# REQUIREMENT
Exactly as written, retype all of the records that come next.

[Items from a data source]

▬▬▬▬▬▬

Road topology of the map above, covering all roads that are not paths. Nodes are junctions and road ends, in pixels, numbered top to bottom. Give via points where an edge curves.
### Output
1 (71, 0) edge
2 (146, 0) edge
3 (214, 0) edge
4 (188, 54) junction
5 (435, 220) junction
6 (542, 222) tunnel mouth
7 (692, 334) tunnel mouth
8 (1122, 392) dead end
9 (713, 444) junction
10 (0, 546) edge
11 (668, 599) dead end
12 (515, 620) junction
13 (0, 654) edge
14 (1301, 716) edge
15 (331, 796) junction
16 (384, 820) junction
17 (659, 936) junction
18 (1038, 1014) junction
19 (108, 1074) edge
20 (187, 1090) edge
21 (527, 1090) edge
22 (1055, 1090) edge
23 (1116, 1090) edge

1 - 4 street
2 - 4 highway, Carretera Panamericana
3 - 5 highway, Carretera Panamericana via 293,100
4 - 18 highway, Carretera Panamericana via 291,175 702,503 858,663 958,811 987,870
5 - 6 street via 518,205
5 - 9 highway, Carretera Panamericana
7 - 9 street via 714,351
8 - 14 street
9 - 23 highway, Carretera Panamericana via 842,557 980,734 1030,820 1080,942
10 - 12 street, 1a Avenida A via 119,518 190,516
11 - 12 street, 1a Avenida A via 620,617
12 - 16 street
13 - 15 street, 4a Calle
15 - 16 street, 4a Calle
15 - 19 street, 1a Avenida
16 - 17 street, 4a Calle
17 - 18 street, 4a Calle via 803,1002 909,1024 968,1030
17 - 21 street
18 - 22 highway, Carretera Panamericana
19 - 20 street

▬▬▬▬▬▬

# RESULT
Road topology of the map above, covering all roads that are not paths. Nodes are junctions and road ends, in pixels, numbered top to bottom. Give via points where an edge curves.
### Output
1 (71, 0) edge
2 (146, 0) edge
3 (214, 0) edge
4 (188, 54) junction
5 (435, 220) junction
6 (542, 222) tunnel mouth
7 (692, 334) tunnel mouth
8 (1122, 392) dead end
9 (713, 444) junction
10 (0, 546) edge
11 (668, 599) dead end
12 (515, 620) junction
13 (0, 654) edge
14 (1301, 716) edge
15 (331, 796) junction
16 (384, 820) junction
17 (659, 936) junction
18 (1038, 1014) junction
19 (108, 1074) edge
20 (187, 1090) edge
21 (527, 1090) edge
22 (1055, 1090) edge
23 (1116, 1090) edge

1 - 4 street
2 - 4 highway, Carretera Panamericana
3 - 5 highway, Carretera Panamericana via 293,100
4 - 18 highway, Carretera Panamericana via 291,175 702,503 858,663 958,811 987,870
5 - 6 street via 518,205
5 - 9 highway, Carretera Panamericana
7 - 9 street via 714,351
8 - 14 street
9 - 23 highway, Carretera Panamericana via 842,557 980,734 1030,820 1080,942
10 - 12 street, 1a Avenida A via 119,518 190,516
11 - 12 street, 1a Avenida A via 620,617
12 - 16 street
13 - 15 street, 4a Calle
15 - 16 street, 4a Calle
15 - 19 street, 1a Avenida
16 - 17 street, 4a Calle
17 - 18 street, 4a Calle via 803,1002 909,1024 968,1030
17 - 21 street
18 - 22 highway, Carretera Panamericana
19 - 20 street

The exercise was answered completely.